_WHAT IS NEEDED_
Count, in the entries, the lines with "زارة". Answer with the number only.

_AVAILABLE RECORDS_
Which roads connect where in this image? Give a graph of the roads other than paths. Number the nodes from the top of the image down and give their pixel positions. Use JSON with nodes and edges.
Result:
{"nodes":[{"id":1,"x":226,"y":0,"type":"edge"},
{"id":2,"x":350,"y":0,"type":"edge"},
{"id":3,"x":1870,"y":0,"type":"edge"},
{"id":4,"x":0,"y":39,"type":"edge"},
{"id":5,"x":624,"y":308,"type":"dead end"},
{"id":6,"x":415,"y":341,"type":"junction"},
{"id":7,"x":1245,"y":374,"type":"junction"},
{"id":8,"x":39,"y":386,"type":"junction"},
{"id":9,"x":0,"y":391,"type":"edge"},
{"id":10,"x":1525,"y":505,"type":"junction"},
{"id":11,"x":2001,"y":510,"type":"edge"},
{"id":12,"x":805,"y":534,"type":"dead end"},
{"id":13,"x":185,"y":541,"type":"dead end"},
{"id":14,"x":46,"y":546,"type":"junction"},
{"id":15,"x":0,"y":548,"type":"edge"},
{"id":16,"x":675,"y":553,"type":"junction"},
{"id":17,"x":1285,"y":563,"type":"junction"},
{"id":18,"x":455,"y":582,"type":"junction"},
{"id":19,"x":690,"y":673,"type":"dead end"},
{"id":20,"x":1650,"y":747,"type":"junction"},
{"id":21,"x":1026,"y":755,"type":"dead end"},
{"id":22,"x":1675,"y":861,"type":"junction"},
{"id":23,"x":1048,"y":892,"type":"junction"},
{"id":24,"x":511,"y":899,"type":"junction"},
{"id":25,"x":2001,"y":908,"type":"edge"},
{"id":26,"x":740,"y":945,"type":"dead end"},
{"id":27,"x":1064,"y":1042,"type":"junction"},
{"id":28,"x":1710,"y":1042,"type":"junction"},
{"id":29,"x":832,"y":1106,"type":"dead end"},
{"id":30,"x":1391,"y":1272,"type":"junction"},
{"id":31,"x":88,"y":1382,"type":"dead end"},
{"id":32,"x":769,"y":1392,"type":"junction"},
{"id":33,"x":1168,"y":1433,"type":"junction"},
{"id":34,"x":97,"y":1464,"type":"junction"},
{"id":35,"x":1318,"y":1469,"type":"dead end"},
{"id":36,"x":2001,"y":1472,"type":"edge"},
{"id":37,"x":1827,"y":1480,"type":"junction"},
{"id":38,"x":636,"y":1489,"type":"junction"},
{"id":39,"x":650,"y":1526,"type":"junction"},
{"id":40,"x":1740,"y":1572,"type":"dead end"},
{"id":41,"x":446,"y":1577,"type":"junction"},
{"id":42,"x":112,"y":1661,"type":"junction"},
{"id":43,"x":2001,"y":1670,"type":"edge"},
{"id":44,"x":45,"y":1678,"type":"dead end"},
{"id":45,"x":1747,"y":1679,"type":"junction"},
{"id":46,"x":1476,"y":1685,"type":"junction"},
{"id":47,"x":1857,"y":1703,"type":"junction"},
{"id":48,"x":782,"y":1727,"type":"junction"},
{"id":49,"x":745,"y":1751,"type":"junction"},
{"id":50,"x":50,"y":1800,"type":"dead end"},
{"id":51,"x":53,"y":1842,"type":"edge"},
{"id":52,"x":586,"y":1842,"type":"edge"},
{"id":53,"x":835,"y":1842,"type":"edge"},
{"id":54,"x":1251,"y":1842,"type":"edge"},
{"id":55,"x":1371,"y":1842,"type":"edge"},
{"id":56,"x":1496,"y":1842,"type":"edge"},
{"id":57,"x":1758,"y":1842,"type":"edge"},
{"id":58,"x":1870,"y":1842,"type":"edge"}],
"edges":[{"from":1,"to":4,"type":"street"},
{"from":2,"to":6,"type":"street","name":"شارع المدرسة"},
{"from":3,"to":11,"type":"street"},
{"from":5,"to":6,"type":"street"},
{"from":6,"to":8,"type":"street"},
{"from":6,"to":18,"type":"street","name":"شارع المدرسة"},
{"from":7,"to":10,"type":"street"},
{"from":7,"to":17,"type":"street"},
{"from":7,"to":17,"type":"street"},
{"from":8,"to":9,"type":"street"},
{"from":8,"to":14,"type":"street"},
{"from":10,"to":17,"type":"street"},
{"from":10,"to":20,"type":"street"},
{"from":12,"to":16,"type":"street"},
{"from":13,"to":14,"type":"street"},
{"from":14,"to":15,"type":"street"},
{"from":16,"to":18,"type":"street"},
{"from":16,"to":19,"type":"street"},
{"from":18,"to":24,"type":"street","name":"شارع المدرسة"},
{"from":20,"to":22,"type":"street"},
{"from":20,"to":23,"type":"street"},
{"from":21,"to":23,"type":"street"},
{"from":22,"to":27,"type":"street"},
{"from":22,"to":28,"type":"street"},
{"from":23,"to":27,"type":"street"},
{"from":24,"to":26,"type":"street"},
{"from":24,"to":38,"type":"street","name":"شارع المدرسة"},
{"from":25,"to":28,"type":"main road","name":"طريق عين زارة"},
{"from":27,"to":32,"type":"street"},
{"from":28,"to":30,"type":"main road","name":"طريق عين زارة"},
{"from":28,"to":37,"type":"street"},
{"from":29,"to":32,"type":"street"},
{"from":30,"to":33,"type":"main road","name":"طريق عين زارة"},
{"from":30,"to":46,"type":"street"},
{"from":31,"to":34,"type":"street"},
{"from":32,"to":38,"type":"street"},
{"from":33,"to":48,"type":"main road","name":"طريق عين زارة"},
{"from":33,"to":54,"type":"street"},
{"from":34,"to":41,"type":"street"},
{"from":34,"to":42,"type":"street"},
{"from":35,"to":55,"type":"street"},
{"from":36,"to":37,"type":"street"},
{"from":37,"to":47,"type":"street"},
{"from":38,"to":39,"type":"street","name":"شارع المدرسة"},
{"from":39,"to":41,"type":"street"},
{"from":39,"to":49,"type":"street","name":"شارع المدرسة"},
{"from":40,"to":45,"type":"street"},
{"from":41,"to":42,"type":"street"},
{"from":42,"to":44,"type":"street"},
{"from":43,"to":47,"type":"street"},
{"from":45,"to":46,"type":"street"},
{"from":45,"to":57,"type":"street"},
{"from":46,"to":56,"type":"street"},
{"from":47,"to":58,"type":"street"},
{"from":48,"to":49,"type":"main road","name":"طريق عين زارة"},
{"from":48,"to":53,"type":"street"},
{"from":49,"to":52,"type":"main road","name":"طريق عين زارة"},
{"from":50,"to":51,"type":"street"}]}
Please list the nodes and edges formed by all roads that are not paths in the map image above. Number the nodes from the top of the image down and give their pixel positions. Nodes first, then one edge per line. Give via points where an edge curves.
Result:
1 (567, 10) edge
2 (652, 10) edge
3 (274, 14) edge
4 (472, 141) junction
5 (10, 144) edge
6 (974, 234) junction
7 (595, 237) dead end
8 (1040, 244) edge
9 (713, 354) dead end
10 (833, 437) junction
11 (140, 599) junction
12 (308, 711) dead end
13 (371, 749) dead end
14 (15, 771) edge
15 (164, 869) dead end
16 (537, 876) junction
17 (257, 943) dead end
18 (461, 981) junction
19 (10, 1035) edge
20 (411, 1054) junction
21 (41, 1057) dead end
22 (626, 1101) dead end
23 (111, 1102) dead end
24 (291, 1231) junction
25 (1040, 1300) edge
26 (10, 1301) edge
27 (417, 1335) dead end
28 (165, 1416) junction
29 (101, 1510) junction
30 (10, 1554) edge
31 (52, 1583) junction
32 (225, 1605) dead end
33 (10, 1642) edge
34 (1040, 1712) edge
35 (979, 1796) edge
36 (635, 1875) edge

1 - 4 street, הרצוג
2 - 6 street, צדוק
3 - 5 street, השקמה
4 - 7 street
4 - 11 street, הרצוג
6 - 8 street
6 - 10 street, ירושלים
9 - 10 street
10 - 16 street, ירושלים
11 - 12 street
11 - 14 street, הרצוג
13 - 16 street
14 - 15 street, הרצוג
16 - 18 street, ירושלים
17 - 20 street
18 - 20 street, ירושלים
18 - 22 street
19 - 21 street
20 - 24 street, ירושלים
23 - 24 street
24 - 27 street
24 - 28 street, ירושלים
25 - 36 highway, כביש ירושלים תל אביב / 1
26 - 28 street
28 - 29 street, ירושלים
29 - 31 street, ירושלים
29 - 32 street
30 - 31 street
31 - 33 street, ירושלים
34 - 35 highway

_EXPECTED ANSWER_
6